Because they don't ALWAYS decay towards zero. They DO rise when volatility in the market rises just like what we saw on Feb. 5 of 2018 and trust me, that won't be the only and last time we see this. MORE are coming. Consider yourself warned. And many traders, during the most recent market correction, had their accounts wiped out clean in ONE day, erasing ALL of the profits that they have made from "doubling money almost every year". So trading in those ETF/ETN's is not as easy as "just short them". They decay over time but when they do rise occasionally, they rise BIG!! The problem is you just never know WHEN they are going to rise.

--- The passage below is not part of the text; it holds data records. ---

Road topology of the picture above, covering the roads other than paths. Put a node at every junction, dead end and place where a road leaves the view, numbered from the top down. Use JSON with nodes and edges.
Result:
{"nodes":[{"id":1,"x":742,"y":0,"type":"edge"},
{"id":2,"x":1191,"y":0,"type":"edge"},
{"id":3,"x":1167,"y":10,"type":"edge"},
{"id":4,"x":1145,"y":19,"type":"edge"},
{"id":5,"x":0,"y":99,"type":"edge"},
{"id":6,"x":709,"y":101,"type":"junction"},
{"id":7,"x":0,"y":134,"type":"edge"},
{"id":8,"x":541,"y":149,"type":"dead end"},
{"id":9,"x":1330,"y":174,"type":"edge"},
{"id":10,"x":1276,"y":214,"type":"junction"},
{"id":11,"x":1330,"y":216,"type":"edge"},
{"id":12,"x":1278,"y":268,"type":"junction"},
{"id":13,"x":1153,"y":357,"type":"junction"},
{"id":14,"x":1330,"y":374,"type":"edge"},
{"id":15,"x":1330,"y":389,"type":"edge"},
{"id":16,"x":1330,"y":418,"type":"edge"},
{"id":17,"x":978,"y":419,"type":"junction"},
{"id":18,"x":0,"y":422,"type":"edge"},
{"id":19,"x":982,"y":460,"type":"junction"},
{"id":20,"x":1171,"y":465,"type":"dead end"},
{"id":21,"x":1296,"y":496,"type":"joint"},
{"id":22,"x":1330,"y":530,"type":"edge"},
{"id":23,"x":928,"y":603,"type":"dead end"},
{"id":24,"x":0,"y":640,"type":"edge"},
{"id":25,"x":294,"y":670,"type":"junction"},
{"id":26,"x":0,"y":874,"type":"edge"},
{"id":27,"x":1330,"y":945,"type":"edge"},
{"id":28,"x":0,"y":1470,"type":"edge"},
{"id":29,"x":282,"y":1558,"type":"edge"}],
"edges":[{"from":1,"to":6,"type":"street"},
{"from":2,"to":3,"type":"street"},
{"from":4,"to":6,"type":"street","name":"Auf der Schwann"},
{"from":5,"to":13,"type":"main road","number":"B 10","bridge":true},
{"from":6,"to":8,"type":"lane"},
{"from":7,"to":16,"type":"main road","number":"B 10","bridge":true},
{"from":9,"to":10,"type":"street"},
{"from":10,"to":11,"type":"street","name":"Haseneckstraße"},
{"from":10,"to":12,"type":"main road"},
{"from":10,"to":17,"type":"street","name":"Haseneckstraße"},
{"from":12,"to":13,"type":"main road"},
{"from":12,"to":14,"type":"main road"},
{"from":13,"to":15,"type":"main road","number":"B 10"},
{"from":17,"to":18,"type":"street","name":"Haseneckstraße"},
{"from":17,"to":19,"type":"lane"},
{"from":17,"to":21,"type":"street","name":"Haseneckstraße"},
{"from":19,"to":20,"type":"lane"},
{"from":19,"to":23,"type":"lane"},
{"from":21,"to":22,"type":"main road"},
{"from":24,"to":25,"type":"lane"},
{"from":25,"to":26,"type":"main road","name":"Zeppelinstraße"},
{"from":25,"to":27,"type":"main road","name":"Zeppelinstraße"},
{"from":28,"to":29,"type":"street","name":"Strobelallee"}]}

Because these ETF/ETN's are there for a different purpose, NOT for "buy and hold" investing. They are not as risky provided you know how to manage its risk properly. And yes there are hedge funds that trade them.
I agree. One could get the same results and the same p&l distribution by selling deep out of the money index puts, same difference. Make money every month for 5 years, lose it all in one day. This circus has been around for decades. There are tons of stupid ways to do this. Sell expensive upside calls in grains. Hey, droughts rarely happen. Sell upside calls in oil, we have plenty of that right? Sell upside calls in natural gas, hey spikes are rare right?
All playing on the same theme. Retail trader doesn't know how to trade. Looks for easy money. Loves the positive feedback loop from selling monthly premium against rare events. Blows out his account. Goes back to work at his old sales job selling life insurance. And round and round we go.